Questo è il processo che compie un quantum computer.

Performance

Non è sempre vero che i computer quantistici sono più veloci o performanti dei computer classici. Sicuramente si può dimostrare che non sono più lenti e questo è già un risultato importante.

In alcune categorie di problemi però il loro potere computazionale è di gran lunga superiore.

Ad esempio compagnie farmaceutiche impiegano migliaia di chimici che sintetizzano molecole e ne determinano le caratteristiche.  Questo processo è molto dispendioso e lento, per questo utilizzando computer quantistici si potrebbero ottenere molte più informazioni in un tempo di gran lunga inferiore.

Universalità di un computer quantistico

Per quanto riguarda il problema di realizzare un computer quantistico che sia in grado di simulare ogni sistema fisico, non è ancora possibile dare una risposta.

Parte del problema è dato dal fatto che l’essere umano non ha ancora scoperto una teoria fondamentale che leghi tutte le teorie fisiche fino ad ora presenti.

 Principalmente ora sono presenti la legge della relatività di Einstein e il modello standard delle particelle. 

Non è però presente una teoria che combini le due. Senza di essa non sappiamo se un computer quantistico possa o meno simulare tutti i sistemi fisici, che noi stessi non sappiamo descrivere.

Considerando invece la capacità dei computer quantistici di simulare separatamente le due teorie, si vede che questi riescono a simulare con sufficiente accuratezza le proprietà dei singoli sistemi. 

Si crea così un loop insolito e interessante in cui le leggi della fisica determinano che tipo di computazione si può svolgere. Allo stesso tempo il tipo di computazione scelto deve essere sufficientemente potente per simulare le leggi fisiche.

Dove è proprio la seconda parte del loop che risulta incredibile. Infatti non c’è nessuna ragione a priori per cui le leggi fisiche dovrebbero garantire l’esistenza di macchinari che simulino a loro volta sistemi fisici.

Direzioni future

I computer sono cambiati molto da quando sono stati assemblati inizialmente i primi mainframes. Adesso portiamo in tasca dispositivi più potenti di quelli che hanno permesso l’allunaggio dell’ Apollo 11.

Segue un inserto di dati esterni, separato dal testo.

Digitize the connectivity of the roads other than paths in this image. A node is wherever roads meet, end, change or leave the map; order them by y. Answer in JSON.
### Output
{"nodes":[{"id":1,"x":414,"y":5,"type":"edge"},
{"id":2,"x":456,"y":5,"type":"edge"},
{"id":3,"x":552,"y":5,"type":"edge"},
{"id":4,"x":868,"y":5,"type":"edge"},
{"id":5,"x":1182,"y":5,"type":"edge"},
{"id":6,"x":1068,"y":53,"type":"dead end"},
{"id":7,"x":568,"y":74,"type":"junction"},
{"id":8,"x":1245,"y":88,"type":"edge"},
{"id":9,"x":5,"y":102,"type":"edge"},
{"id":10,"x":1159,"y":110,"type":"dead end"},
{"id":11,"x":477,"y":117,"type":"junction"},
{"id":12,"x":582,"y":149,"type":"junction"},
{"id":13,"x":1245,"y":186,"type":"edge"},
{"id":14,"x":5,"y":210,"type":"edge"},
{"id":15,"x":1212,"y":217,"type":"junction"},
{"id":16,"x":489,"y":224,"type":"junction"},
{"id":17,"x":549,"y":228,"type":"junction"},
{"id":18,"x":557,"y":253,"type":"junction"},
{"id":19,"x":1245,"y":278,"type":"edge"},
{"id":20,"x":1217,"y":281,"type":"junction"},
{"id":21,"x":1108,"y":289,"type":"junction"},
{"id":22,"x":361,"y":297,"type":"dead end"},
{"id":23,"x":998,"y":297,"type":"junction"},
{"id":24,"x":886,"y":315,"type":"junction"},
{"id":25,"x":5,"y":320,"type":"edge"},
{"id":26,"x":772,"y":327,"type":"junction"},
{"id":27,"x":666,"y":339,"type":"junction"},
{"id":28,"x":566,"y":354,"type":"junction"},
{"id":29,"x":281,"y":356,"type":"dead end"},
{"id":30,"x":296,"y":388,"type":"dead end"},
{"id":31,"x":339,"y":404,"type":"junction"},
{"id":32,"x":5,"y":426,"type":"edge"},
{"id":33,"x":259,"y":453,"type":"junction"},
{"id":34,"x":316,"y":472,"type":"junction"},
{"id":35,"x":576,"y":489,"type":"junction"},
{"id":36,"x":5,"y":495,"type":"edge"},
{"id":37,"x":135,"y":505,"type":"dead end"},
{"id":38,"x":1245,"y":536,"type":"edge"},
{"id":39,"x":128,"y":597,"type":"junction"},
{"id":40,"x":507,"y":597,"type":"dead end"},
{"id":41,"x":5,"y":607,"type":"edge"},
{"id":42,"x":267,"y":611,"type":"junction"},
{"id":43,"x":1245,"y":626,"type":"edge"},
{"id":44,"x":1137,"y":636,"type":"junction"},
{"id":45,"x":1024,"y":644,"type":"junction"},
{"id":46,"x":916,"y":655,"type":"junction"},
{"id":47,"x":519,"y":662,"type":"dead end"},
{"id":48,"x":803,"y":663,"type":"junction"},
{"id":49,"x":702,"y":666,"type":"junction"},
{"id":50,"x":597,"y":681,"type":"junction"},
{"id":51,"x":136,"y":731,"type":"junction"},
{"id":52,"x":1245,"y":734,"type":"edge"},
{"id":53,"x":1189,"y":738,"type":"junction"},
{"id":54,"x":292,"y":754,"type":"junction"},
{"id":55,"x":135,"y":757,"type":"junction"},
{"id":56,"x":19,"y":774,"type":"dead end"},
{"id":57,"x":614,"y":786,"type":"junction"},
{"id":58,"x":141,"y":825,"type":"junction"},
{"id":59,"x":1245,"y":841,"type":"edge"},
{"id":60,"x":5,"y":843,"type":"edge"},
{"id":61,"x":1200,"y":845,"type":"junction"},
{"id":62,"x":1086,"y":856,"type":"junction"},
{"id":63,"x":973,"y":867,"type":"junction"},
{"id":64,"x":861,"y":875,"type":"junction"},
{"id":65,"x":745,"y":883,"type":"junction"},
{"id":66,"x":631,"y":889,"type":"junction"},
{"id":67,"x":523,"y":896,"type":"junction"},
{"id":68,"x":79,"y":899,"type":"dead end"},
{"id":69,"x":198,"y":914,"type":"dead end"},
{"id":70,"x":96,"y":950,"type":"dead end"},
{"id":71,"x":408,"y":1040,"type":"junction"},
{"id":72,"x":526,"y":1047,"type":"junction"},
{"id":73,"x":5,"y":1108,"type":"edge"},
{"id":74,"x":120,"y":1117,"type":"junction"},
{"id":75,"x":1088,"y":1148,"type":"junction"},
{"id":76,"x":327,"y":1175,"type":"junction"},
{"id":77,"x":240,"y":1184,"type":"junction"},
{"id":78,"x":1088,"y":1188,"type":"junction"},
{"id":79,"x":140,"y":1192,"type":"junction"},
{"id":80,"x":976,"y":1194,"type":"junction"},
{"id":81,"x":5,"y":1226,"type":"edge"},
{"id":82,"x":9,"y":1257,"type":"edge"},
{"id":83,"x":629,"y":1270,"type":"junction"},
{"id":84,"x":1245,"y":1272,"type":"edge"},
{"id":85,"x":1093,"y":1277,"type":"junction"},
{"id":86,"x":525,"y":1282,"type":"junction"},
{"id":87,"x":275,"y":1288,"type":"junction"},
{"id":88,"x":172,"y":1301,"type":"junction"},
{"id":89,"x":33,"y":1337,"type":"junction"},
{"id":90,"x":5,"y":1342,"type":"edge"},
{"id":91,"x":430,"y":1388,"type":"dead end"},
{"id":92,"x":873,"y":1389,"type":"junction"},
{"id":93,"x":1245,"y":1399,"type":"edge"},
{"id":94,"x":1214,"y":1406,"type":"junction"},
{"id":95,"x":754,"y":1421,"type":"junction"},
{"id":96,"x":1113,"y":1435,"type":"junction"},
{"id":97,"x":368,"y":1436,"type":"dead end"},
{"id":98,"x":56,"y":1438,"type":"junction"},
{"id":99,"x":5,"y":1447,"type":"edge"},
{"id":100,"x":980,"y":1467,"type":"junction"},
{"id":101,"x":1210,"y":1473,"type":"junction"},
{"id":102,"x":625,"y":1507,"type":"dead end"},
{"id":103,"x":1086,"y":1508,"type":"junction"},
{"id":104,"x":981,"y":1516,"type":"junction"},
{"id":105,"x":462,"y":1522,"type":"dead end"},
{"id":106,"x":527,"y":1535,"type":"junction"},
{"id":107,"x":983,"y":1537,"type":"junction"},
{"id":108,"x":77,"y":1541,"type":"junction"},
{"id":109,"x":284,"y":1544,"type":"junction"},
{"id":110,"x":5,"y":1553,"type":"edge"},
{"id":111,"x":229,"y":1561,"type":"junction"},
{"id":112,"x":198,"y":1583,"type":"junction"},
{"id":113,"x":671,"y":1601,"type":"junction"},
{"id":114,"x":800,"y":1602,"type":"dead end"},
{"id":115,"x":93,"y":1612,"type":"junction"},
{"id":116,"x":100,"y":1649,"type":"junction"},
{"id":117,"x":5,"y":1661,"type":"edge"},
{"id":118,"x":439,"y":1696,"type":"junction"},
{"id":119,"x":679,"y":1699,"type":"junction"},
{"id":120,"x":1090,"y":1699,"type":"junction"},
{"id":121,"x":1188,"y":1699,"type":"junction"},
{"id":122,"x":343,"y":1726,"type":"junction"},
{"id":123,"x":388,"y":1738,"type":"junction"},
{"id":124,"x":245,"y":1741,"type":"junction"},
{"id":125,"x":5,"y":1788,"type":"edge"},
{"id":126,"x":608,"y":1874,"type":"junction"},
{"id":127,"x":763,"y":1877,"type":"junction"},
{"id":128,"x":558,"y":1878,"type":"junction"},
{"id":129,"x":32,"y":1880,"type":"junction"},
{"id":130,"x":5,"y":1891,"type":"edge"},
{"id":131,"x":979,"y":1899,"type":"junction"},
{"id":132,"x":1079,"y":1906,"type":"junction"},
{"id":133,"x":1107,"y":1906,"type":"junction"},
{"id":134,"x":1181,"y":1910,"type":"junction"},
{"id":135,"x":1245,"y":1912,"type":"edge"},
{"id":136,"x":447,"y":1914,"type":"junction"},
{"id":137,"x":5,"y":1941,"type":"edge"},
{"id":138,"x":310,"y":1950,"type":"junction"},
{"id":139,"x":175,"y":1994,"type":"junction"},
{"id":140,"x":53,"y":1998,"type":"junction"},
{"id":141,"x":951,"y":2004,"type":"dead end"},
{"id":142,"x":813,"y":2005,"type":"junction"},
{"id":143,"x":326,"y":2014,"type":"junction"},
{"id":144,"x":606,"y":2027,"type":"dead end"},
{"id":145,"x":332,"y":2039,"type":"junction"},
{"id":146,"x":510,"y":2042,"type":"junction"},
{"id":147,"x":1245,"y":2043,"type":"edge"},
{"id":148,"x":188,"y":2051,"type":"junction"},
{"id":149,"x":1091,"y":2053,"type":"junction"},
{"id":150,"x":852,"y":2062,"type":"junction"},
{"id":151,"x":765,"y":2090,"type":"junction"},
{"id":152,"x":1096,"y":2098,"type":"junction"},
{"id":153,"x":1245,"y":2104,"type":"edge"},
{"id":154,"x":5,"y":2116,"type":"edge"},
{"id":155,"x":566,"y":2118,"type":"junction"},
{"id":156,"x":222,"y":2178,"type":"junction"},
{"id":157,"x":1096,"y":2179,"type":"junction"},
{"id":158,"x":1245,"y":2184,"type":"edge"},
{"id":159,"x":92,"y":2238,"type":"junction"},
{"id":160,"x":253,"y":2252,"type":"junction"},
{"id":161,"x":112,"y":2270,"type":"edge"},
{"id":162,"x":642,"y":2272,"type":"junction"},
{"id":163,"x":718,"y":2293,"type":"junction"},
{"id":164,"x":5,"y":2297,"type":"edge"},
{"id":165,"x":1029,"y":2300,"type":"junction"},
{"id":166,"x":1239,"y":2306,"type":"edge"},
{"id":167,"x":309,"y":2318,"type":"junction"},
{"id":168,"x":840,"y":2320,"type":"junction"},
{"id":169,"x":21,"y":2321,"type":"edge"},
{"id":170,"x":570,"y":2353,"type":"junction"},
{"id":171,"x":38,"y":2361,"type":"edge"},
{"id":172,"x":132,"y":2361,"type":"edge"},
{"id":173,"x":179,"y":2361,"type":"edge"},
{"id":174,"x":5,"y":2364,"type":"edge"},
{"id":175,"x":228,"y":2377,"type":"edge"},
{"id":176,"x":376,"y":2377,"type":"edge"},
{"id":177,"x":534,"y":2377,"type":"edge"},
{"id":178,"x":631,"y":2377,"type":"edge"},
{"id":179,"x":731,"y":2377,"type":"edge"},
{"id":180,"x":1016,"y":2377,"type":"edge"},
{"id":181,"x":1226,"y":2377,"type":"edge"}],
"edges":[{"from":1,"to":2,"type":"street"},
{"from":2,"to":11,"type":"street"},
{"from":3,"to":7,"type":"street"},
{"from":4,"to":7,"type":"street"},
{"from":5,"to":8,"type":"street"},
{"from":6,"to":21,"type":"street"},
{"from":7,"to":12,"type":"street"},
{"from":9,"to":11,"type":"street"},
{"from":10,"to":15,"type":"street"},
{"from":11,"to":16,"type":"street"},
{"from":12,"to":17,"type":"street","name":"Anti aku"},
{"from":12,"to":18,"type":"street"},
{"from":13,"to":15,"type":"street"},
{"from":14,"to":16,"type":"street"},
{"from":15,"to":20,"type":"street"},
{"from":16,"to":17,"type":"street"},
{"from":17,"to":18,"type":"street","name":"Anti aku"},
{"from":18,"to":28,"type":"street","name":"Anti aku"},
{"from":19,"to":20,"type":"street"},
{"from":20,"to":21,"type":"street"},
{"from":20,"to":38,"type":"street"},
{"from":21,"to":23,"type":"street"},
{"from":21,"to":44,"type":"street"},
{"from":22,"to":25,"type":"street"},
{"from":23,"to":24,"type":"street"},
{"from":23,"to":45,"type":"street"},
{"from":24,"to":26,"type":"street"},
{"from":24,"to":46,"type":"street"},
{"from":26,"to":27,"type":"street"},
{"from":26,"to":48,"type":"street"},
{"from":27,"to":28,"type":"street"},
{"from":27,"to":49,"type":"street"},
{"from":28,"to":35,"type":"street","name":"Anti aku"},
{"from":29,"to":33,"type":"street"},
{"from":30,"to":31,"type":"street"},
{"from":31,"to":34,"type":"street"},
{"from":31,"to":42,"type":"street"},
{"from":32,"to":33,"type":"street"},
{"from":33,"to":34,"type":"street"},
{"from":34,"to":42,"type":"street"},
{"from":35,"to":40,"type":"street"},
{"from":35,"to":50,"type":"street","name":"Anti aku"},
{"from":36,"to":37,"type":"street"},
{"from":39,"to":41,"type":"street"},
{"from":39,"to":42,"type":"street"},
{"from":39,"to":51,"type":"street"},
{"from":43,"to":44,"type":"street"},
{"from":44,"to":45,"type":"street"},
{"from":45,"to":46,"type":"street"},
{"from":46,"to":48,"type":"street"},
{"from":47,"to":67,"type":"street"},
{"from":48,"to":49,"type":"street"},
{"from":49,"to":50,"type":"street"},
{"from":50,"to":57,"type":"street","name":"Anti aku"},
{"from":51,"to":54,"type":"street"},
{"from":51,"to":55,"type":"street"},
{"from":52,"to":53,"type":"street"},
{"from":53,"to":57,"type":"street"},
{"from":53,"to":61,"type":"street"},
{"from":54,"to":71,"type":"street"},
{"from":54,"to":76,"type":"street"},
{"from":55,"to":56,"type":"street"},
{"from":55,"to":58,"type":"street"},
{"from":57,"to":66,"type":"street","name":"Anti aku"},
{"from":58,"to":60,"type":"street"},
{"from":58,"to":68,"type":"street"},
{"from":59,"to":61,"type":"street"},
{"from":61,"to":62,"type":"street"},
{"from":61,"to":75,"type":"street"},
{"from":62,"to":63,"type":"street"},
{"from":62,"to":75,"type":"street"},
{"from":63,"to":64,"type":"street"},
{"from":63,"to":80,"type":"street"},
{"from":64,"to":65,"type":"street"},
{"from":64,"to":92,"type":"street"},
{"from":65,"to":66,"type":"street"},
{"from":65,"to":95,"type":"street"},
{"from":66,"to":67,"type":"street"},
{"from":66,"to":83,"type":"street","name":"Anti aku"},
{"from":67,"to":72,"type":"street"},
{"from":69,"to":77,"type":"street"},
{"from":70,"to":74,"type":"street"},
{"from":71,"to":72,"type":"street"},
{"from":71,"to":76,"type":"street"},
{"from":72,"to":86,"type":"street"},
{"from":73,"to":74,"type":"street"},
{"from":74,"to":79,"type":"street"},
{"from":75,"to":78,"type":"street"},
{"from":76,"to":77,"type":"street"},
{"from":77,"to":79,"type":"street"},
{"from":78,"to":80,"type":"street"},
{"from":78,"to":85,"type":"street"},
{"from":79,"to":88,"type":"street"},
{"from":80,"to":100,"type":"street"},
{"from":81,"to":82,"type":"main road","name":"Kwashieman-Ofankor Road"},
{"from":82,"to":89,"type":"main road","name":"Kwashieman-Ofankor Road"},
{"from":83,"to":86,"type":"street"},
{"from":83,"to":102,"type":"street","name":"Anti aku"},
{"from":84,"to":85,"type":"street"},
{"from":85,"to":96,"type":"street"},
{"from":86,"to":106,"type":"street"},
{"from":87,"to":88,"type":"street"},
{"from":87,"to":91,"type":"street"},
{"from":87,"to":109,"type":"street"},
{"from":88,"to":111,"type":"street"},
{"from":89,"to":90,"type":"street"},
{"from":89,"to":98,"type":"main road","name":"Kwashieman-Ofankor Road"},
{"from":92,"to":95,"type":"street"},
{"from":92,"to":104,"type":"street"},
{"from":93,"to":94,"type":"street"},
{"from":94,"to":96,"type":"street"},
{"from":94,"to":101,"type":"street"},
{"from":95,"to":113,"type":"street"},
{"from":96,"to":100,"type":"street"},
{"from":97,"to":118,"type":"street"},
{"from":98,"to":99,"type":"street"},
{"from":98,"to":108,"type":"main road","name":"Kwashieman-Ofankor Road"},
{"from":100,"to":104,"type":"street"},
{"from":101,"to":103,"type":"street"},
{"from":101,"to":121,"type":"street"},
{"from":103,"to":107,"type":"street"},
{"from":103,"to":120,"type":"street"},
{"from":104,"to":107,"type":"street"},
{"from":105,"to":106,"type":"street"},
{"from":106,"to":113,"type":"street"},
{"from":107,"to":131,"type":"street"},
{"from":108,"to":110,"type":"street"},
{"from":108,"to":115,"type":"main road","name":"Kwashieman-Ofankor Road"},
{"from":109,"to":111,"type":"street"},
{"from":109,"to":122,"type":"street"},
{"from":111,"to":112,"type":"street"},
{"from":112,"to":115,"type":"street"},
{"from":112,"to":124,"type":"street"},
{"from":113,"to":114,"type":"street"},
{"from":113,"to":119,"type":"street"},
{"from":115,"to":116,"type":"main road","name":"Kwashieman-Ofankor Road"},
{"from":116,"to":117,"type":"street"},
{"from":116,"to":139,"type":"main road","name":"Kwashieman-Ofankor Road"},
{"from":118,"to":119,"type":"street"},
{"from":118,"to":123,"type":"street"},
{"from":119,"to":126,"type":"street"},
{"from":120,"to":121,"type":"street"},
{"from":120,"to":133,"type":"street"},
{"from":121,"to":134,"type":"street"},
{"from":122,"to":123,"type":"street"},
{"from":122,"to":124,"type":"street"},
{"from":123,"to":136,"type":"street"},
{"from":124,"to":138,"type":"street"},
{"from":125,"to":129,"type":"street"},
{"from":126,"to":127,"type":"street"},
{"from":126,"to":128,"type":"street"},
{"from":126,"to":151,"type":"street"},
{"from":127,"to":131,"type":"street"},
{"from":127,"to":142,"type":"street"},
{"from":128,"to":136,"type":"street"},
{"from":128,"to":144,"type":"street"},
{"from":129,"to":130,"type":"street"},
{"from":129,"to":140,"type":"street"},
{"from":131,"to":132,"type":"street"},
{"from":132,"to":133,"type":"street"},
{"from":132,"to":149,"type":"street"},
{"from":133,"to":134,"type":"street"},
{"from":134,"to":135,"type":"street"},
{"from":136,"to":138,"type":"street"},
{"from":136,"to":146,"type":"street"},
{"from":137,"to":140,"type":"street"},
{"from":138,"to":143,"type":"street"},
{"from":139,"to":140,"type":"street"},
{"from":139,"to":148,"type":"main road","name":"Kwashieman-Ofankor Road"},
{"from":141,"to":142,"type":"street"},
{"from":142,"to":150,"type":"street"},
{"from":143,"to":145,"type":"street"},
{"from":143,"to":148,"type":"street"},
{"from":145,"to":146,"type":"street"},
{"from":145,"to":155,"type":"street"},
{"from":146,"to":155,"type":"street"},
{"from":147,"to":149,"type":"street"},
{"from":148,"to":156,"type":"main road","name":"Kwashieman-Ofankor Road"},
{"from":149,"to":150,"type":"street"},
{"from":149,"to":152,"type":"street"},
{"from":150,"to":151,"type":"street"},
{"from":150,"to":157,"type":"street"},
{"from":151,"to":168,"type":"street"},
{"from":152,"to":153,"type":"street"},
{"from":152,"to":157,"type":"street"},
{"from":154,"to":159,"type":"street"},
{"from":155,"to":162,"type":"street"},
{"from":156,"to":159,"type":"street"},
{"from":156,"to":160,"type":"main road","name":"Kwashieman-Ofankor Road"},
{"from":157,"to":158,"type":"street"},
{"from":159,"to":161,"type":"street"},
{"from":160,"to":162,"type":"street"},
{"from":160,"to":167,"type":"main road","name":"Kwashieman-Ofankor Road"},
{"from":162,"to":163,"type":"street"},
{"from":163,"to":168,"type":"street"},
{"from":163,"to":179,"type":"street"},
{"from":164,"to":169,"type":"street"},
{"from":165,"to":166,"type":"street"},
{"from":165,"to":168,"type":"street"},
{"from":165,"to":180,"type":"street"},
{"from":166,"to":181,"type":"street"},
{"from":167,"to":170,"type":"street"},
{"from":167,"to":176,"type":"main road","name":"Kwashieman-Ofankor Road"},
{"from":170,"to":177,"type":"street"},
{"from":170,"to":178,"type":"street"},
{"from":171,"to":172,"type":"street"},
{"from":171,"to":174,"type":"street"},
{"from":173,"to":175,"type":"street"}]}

Questi stessi dispositivi ci permettono di mantenere un contatto con tutto lo scibile umano contemporaneo e passato. Nel recente passato ci si è interessati all’analisi della meccanica quantistica. 

Arriveremo inevitabilmente poi ad un punto in cui le attuali tecnologie computazionali non ci permetteranno di avanzare oltre. 

Passeranno ancora anni prima che sia possibile disporre di un computer quantistico personale, ma già i primi prototipi sono stati presentati. Come nel caso dell’Ibm che nel 2019 ha presentato l’ Ibm Q System One.